*TASK DETAILS*. All of the entries below should be returned verbatim, apart from the pictures.
===== RECORDS PROVIDED
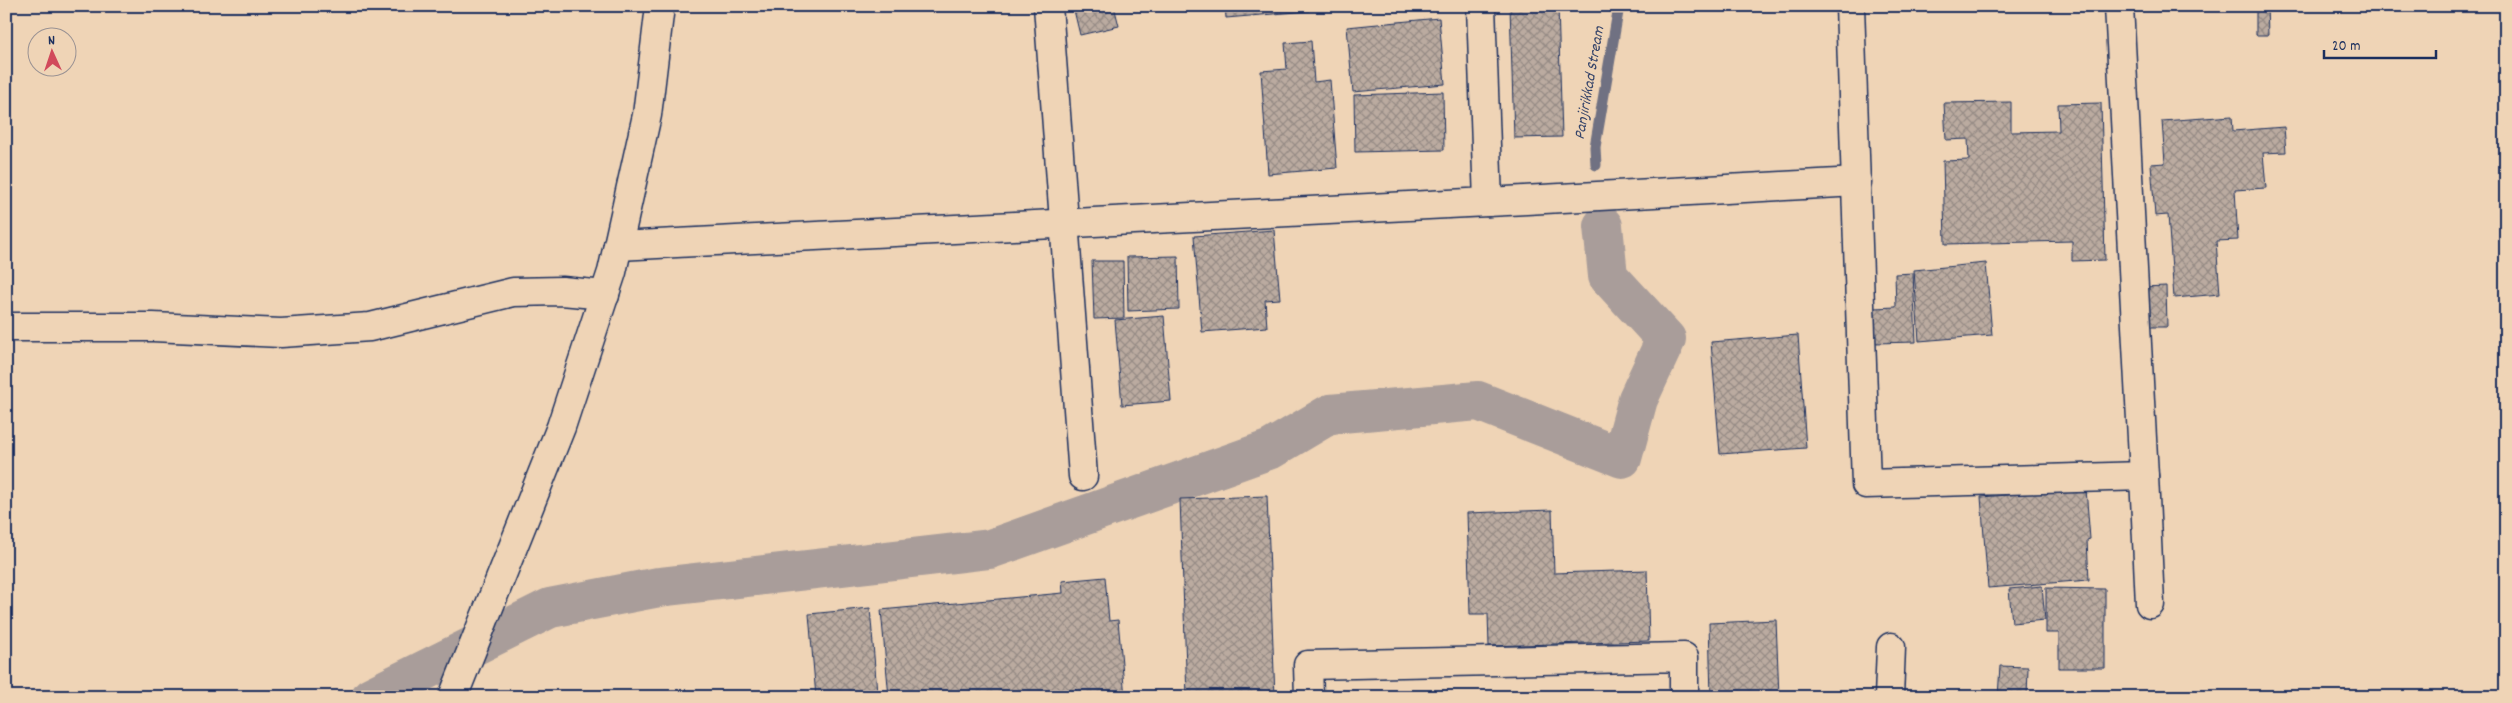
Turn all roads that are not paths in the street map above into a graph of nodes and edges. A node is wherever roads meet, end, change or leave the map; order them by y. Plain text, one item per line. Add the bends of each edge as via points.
1 (660, 6) edge
2 (1048, 6) edge
3 (1481, 6) edge
4 (1850, 6) edge
5 (2119, 6) edge
6 (1857, 182) junction
7 (1488, 202) junction
8 (1064, 223) junction
9 (618, 246) junction
10 (604, 295) junction
11 (6, 327) edge
12 (1083, 476) dead end
13 (2144, 476) junction
14 (2150, 604) dead end
15 (1892, 646) dead end
16 (453, 697) edge
17 (1309, 697) edge
18 (1684, 697) edge
19 (1889, 697) edge

1 - 9 street via 648,115
2 - 8 street
3 - 7 street
4 - 6 street
5 - 13 street
6 - 7 street
6 - 13 street via 1866,484
7 - 8 street
8 - 9 street
8 - 12 street
9 - 10 street
10 - 11 street via 562,291 513,292 370,328 281,333 153,327
10 - 16 street via 561,427
13 - 14 street
15 - 19 street
17 - 18 street via 1308,665 1684,657

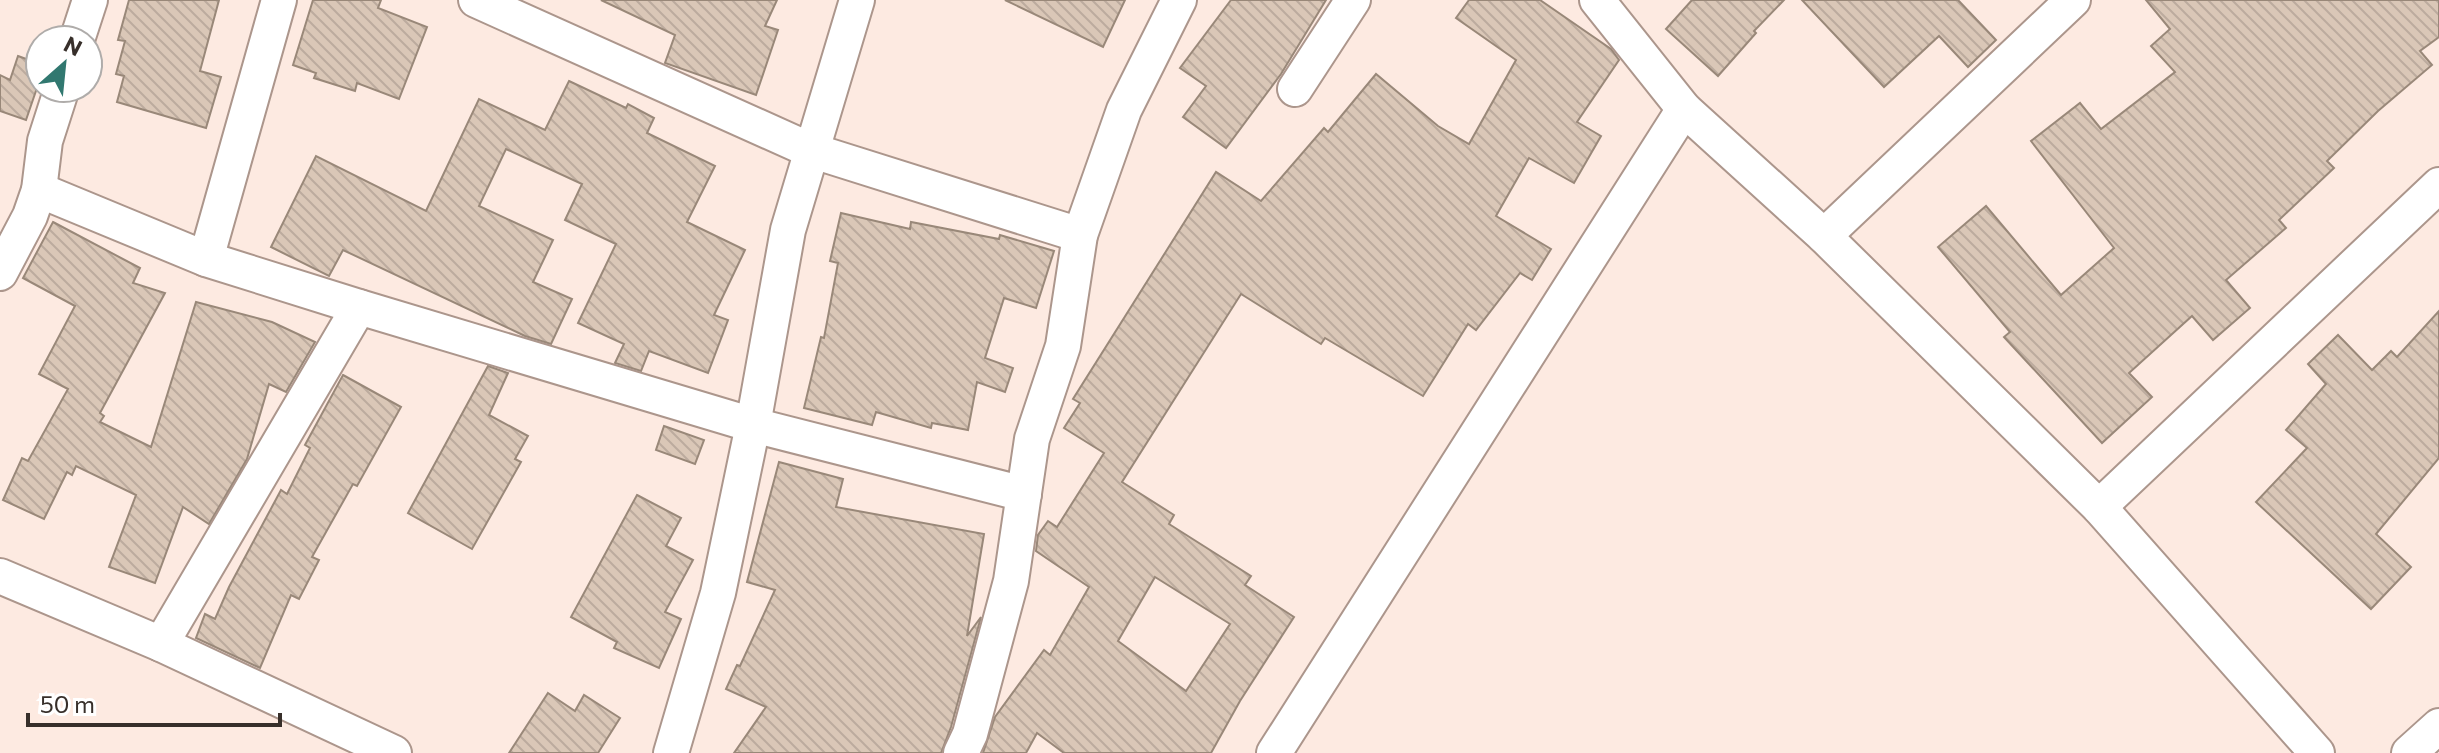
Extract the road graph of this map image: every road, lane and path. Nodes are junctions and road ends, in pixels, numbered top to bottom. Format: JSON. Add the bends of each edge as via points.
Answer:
==========
*SOLUTION TO THIS EXERCISE*.
Turn all roads that are not paths in the street map above into a graph of nodes and edges. A node is wherever roads meet, end, change or leave the map; order them by y. Plain text, one item per line. Add the bends of each edge as via points.
1 (660, 6) edge
2 (1048, 6) edge
3 (1481, 6) edge
4 (1850, 6) edge
5 (2119, 6) edge
6 (1857, 182) junction
7 (1488, 202) junction
8 (1064, 223) junction
9 (618, 246) junction
10 (604, 295) junction
11 (6, 327) edge
12 (1083, 476) dead end
13 (2144, 476) junction
14 (2150, 604) dead end
15 (1892, 646) dead end
16 (453, 697) edge
17 (1309, 697) edge
18 (1684, 697) edge
19 (1889, 697) edge

1 - 9 street via 648,115
2 - 8 street
3 - 7 street
4 - 6 street
5 - 13 street
6 - 7 street
6 - 13 street via 1866,484
7 - 8 street
8 - 9 street
8 - 12 street
9 - 10 street
10 - 11 street via 562,291 513,292 370,328 281,333 153,327
10 - 16 street via 561,427
13 - 14 street
15 - 19 street
17 - 18 street via 1308,665 1684,657

Extract the road graph of this map image: every road, lane and path. Nodes are junctions and road ends, in pixels, numbered top to bottom. Format: JSON. Add the bends of each edge as via points.
Answer:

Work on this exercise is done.